Children’s rights campaign group Article 39 has threatened legal action against the Department for Education over what it said was a misleading official document about local authority duties towards vulnerable children.

The group, which takes its name from Article 39 of the United Nations Convention on the Rights of the Child, said the document, produced by the DfE’s children’s social care innovation programme, claimed to expose myths in common understandings of council legal obligations towards vulnerable children.

But it said this contained “numerous errors and misrepresentations of the statutory framework for children’s social care”.

One example it gave was that the document said councils could reduce visits to children in long-term foster care to twice a year, yet the law stated this was only permissible if the child gave their consent.

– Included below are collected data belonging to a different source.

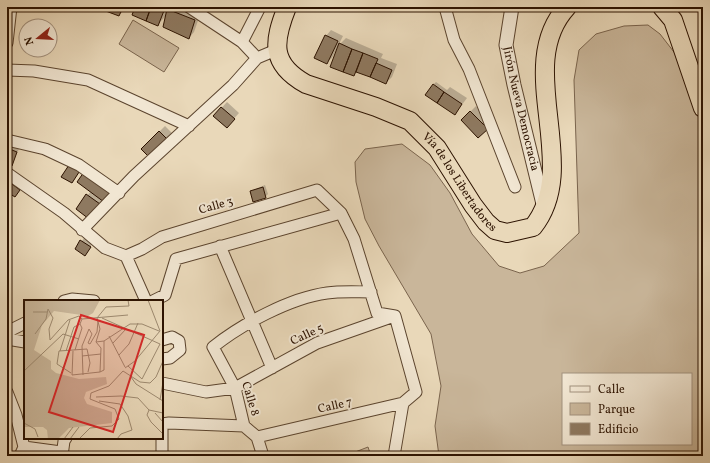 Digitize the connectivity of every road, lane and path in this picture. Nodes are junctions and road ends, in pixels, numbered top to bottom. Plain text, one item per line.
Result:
1 (11, 7) edge
2 (189, 7) edge
3 (260, 7) edge
4 (445, 7) edge
5 (512, 7) edge
6 (567, 7) edge
7 (662, 7) edge
8 (288, 8) edge
9 (242, 42) junction
10 (7, 43) edge
11 (276, 50) junction
12 (257, 58) junction
13 (7, 70) edge
14 (703, 108) edge
15 (189, 126) junction
16 (7, 140) edge
17 (7, 173) edge
18 (515, 187) dead end
19 (119, 193) junction
20 (544, 209) junction
21 (341, 213) junction
22 (82, 230) junction
23 (220, 246) junction
24 (126, 256) junction
25 (371, 292) junction
26 (68, 300) edge
27 (83, 300) edge
28 (146, 300) edge
29 (155, 300) edge
30 (395, 316) junction
31 (252, 322) junction
32 (24, 324) edge
33 (7, 332) edge
34 (7, 339) edge
35 (163, 340) edge
36 (24, 342) edge
37 (163, 359) edge
38 (272, 368) junction
39 (163, 383) edge
40 (235, 388) junction
41 (7, 392) edge
42 (404, 403) junction
43 (163, 424) edge
44 (244, 426) junction
45 (257, 438) junction
46 (66, 439) edge
47 (162, 439) edge
48 (22, 451) edge
49 (62, 454) edge
50 (162, 456) edge
51 (263, 456) edge
52 (394, 456) edge

1 - 10 street
2 - 9 street
3 - 9 street
4 - 18 street
5 - 20 street, Jirón Nueva Democracia
6 - 20 highway, Vía de los Libertadores
7 - 14 highway
8 - 11 highway
9 - 12 street
11 - 12 street
11 - 20 highway, Vía de los Libertadores
12 - 15 street
13 - 15 street
15 - 19 street
16 - 19 street
17 - 22 street
19 - 22 street
21 - 23 street
21 - 24 street, Calle 3
21 - 25 street
22 - 24 street
23 - 29 street
23 - 31 street
24 - 28 street
25 - 30 street
25 - 31 street
26 - 27 street
30 - 38 street, Calle 5
30 - 42 street, Calle 7
31 - 38 street
31 - 40 street, Calle 8
32 - 33 street
34 - 36 street
35 - 37 street
38 - 40 street, Calle 5
39 - 40 street
40 - 44 street, Calle 8
41 - 48 street
42 - 45 street, Calle 7
42 - 52 street
43 - 44 street
44 - 45 street, Calle 8
45 - 51 street, Calle 8
46 - 49 street
47 - 50 street
48 - 49 street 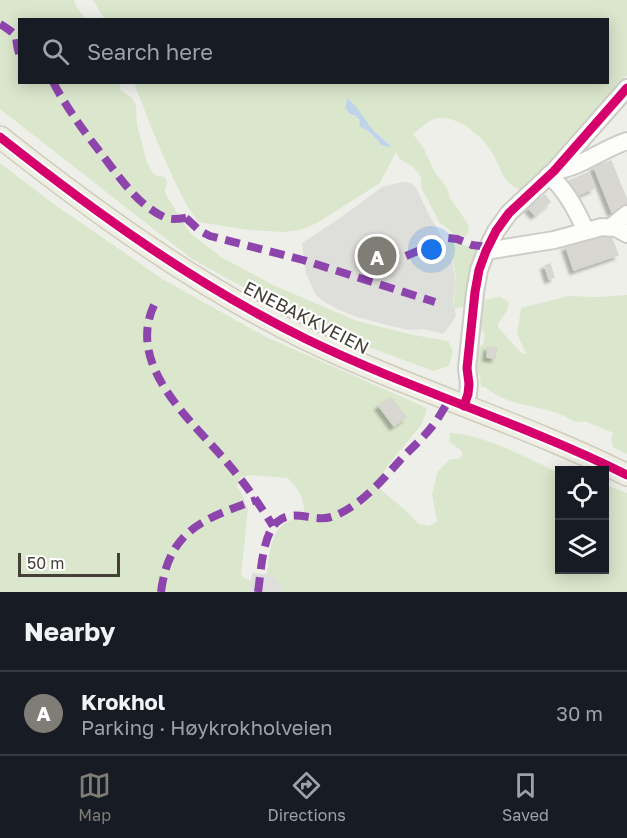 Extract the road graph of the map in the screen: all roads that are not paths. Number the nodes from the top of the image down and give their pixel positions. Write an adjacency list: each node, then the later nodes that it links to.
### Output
1 (627, 88): 4 (street)
2 (0, 137): 10 (main road, ENEBAKKVEIEN)
3 (627, 141): 4 (street)
4 (551, 173): 7 (street); 9 (street)
5 (627, 214): 6 (street)
6 (611, 227): 7 (street); 8 (street)
7 (586, 231): 9 (street)
8 (627, 234)
9 (486, 251): 10 (street)
10 (457, 403): 11 (main road, ENEBAKKVEIEN)
11 (627, 475) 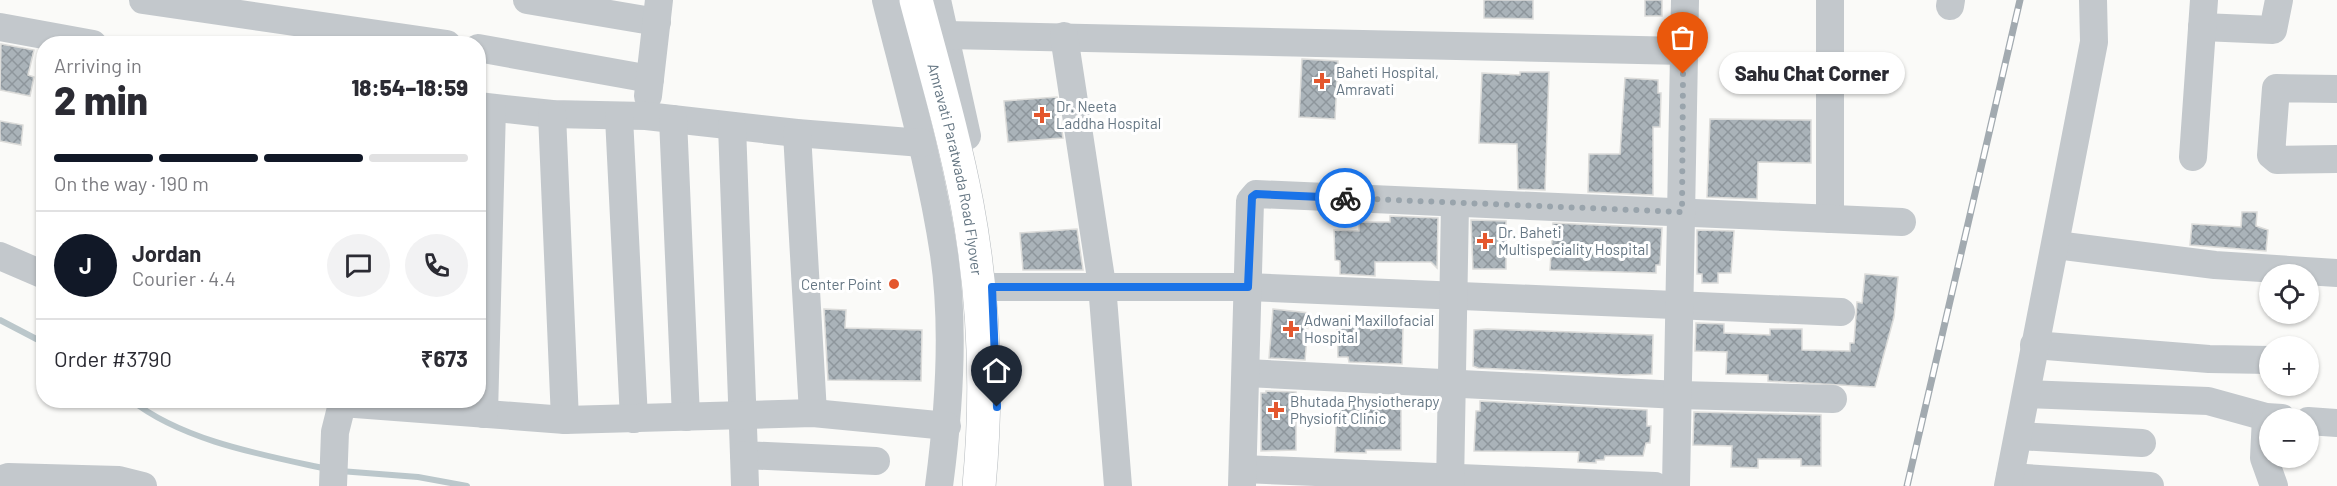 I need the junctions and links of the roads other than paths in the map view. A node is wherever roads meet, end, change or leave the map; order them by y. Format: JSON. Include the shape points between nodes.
{"nodes":[{"id":1,"x":143,"y":0,"type":"edge"},
{"id":2,"x":527,"y":0,"type":"edge"},
{"id":3,"x":886,"y":0,"type":"edge"},
{"id":4,"x":899,"y":0,"type":"edge"},
{"id":5,"x":916,"y":0,"type":"edge"},
{"id":6,"x":937,"y":0,"type":"edge"},
{"id":7,"x":1685,"y":0,"type":"edge"},
{"id":8,"x":1830,"y":0,"type":"edge"},
{"id":9,"x":2093,"y":0,"type":"edge"},
{"id":10,"x":2279,"y":0,"type":"edge"},
{"id":11,"x":203,"y":5,"type":"edge"},
{"id":12,"x":658,"y":11,"type":"edge"},
{"id":13,"x":2203,"y":13,"type":"edge"},
{"id":14,"x":291,"y":22,"type":"edge"},
{"id":15,"x":0,"y":27,"type":"edge"},
{"id":16,"x":946,"y":35,"type":"junction"},
{"id":17,"x":49,"y":36,"type":"edge"},
{"id":18,"x":390,"y":36,"type":"edge"},
{"id":19,"x":1064,"y":36,"type":"junction"},
{"id":20,"x":486,"y":49,"type":"edge"},
{"id":21,"x":1684,"y":51,"type":"junction"},
{"id":22,"x":650,"y":79,"type":"junction"},
{"id":23,"x":2337,"y":89,"type":"edge"},
{"id":24,"x":486,"y":107,"type":"edge"},
{"id":25,"x":552,"y":114,"type":"junction"},
{"id":26,"x":646,"y":117,"type":"junction"},
{"id":27,"x":732,"y":126,"type":"junction"},
{"id":28,"x":797,"y":133,"type":"junction"},
{"id":29,"x":922,"y":143,"type":"junction"},
{"id":30,"x":2193,"y":157,"type":"dead end"},
{"id":31,"x":2337,"y":159,"type":"edge"},
{"id":32,"x":1455,"y":204,"type":"junction"},
{"id":33,"x":1682,"y":212,"type":"junction"},
{"id":34,"x":1830,"y":219,"type":"junction"},
{"id":35,"x":1902,"y":222,"type":"dead end"},
{"id":36,"x":2056,"y":245,"type":"junction"},
{"id":37,"x":0,"y":256,"type":"edge"},
{"id":38,"x":36,"y":272,"type":"edge"},
{"id":39,"x":2337,"y":273,"type":"edge"},
{"id":40,"x":1102,"y":285,"type":"junction"},
{"id":41,"x":992,"y":287,"type":"junction"},
{"id":42,"x":1248,"y":287,"type":"junction"},
{"id":43,"x":1455,"y":296,"type":"junction"},
{"id":44,"x":1681,"y":306,"type":"junction"},
{"id":45,"x":1841,"y":312,"type":"dead end"},
{"id":46,"x":2034,"y":345,"type":"junction"},
{"id":47,"x":2259,"y":360,"type":"edge"},
{"id":48,"x":1246,"y":373,"type":"junction"},
{"id":49,"x":1452,"y":383,"type":"junction"},
{"id":50,"x":2028,"y":394,"type":"junction"},
{"id":51,"x":1679,"y":395,"type":"junction"},
{"id":52,"x":1833,"y":399,"type":"dead end"},
{"id":53,"x":341,"y":408,"type":"edge"},
{"id":54,"x":445,"y":408,"type":"edge"},
{"id":55,"x":484,"y":408,"type":"edge"},
{"id":56,"x":813,"y":413,"type":"junction"},
{"id":57,"x":484,"y":414,"type":"junction"},
{"id":58,"x":742,"y":414,"type":"junction"},
{"id":59,"x":2259,"y":414,"type":"edge"},
{"id":60,"x":686,"y":417,"type":"junction"},
{"id":61,"x":634,"y":419,"type":"junction"},
{"id":62,"x":564,"y":420,"type":"junction"},
{"id":63,"x":2319,"y":422,"type":"edge"},
{"id":64,"x":2337,"y":423,"type":"edge"},
{"id":65,"x":947,"y":426,"type":"junction"},
{"id":66,"x":2019,"y":436,"type":"junction"},
{"id":67,"x":2142,"y":443,"type":"dead end"},
{"id":68,"x":744,"y":455,"type":"junction"},
{"id":69,"x":876,"y":461,"type":"dead end"},
{"id":70,"x":2268,"y":468,"type":"edge"},
{"id":71,"x":1242,"y":477,"type":"edge"},
{"id":72,"x":0,"y":480,"type":"edge"},
{"id":73,"x":1450,"y":481,"type":"edge"},
{"id":74,"x":2009,"y":482,"type":"edge"},
{"id":75,"x":143,"y":486,"type":"edge"},
{"id":76,"x":333,"y":486,"type":"edge"},
{"id":77,"x":745,"y":486,"type":"edge"},
{"id":78,"x":939,"y":486,"type":"edge"},
{"id":79,"x":962,"y":486,"type":"edge"},
{"id":80,"x":978,"y":486,"type":"edge"},
{"id":81,"x":994,"y":486,"type":"edge"},
{"id":82,"x":1118,"y":486,"type":"edge"},
{"id":83,"x":1655,"y":486,"type":"edge"},
{"id":84,"x":1676,"y":486,"type":"edge"},
{"id":85,"x":2150,"y":486,"type":"edge"},
{"id":86,"x":2274,"y":486,"type":"edge"}],
"edges":[{"from":1,"to":11,"type":"street"},
{"from":2,"to":12,"type":"street"},
{"from":3,"to":29,"type":"street"},
{"from":4,"to":79,"type":"main road","name":"Amravati Paratwada Road Flyover","via":[[927,103],[959,254]]},
{"from":5,"to":80,"type":"main road","name":"Amravati Paratwada Road Flyover","via":[[947,117],[975,259],[984,395]]},
{"from":6,"to":16,"type":"street"},
{"from":7,"to":21,"type":"street"},
{"from":8,"to":34,"type":"street"},
{"from":9,"to":36,"type":"street","via":[[2094,42]]},
{"from":10,"to":13,"type":"street","via":[[2273,30]]},
{"from":11,"to":14,"type":"street"},
{"from":12,"to":22,"type":"street"},
{"from":13,"to":30,"type":"street"},
{"from":14,"to":18,"type":"street"},
{"from":15,"to":17,"type":"street"},
{"from":16,"to":19,"type":"street"},
{"from":16,"to":41,"type":"street","via":[[987,229]]},
{"from":19,"to":21,"type":"street"},
{"from":19,"to":40,"type":"street"},
{"from":20,"to":22,"type":"street"},
{"from":21,"to":33,"type":"street"},
{"from":22,"to":26,"type":"street"},
{"from":23,"to":31,"type":"street","via":[[2276,88],[2271,155],[2277,160]]},
{"from":24,"to":25,"type":"street"},
{"from":25,"to":26,"type":"street"},
{"from":25,"to":62,"type":"street"},
{"from":26,"to":27,"type":"street"},
{"from":26,"to":60,"type":"street"},
{"from":26,"to":61,"type":"street"},
{"from":27,"to":28,"type":"street"},
{"from":27,"to":58,"type":"street"},
{"from":28,"to":29,"type":"street"},
{"from":28,"to":56,"type":"street"},
{"from":29,"to":65,"type":"street","via":[[944,256]]},
{"from":32,"to":33,"type":"street"},
{"from":32,"to":42,"type":"street","via":[[1256,194],[1250,201]]},
{"from":32,"to":43,"type":"street"},
{"from":33,"to":34,"type":"street"},
{"from":33,"to":44,"type":"street"},
{"from":34,"to":35,"type":"street"},
{"from":36,"to":39,"type":"street","via":[[2215,265]]},
{"from":36,"to":46,"type":"street"},
{"from":37,"to":38,"type":"street"},
{"from":40,"to":41,"type":"street"},
{"from":40,"to":42,"type":"street"},
{"from":40,"to":82,"type":"street"},
{"from":41,"to":81,"type":"street","via":[[998,384]]},
{"from":42,"to":43,"type":"street"},
{"from":42,"to":48,"type":"street"},
{"from":43,"to":44,"type":"street"},
{"from":43,"to":49,"type":"street"},
{"from":44,"to":45,"type":"street"},
{"from":44,"to":51,"type":"street"},
{"from":46,"to":47,"type":"street"},
{"from":46,"to":50,"type":"street"},
{"from":48,"to":49,"type":"street"},
{"from":48,"to":71,"type":"street"},
{"from":49,"to":51,"type":"street"},
{"from":49,"to":73,"type":"street"},
{"from":50,"to":59,"type":"street","via":[[2208,400]]},
{"from":50,"to":66,"type":"street"},
{"from":51,"to":52,"type":"street"},
{"from":51,"to":84,"type":"street"},
{"from":53,"to":76,"type":"street","via":[[335,432]]},
{"from":54,"to":57,"type":"street"},
{"from":55,"to":57,"type":"street"},
{"from":56,"to":58,"type":"street"},
{"from":56,"to":65,"type":"street"},
{"from":57,"to":62,"type":"street"},
{"from":58,"to":60,"type":"street"},
{"from":58,"to":68,"type":"street"},
{"from":60,"to":61,"type":"street"},
{"from":61,"to":62,"type":"street"},
{"from":63,"to":64,"type":"street"},
{"from":65,"to":78,"type":"street"},
{"from":66,"to":67,"type":"street"},
{"from":66,"to":74,"type":"street"},
{"from":68,"to":69,"type":"street"},
{"from":68,"to":77,"type":"street"},
{"from":70,"to":86,"type":"street"},
{"from":71,"to":73,"type":"street"},
{"from":72,"to":75,"type":"street","via":[[119,480]]},
{"from":73,"to":83,"type":"street"},
{"from":74,"to":85,"type":"street"}]}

Article 39 said its freedom of information requests had revealed that children’s services regulator Ofsted disagreed with the innovation programme’s advice on council duties in respect of providing children and foster carers with their own social workers in the case of long-term placements.

It said the FoI responses revealed Ofsted had said: “The interpretation of all local authorities to date of the statutory guidance is to have two social workers – one supporting the child and the other the foster carers”, and that to reduce this to one would be “removing a significant safeguard for children in foster care”.

Carolyne Willow, Article 39’s director, said: “It is not good enough for the minister to say there have been no changes to the law and statutory guidance while at the same time leaving in circulation a document which indicates otherwise.

“Council duties towards vulnerable children cannot exist and not exist at the same time.”

Article 39 is represented by Oliver Studdert, partner in public law at law firm Simpson Millar, and Steve Broach, barrister at Monckton Chambers.

A Department for Education spokesperson said: “We have received the pre-action letter and will be responding in due course.”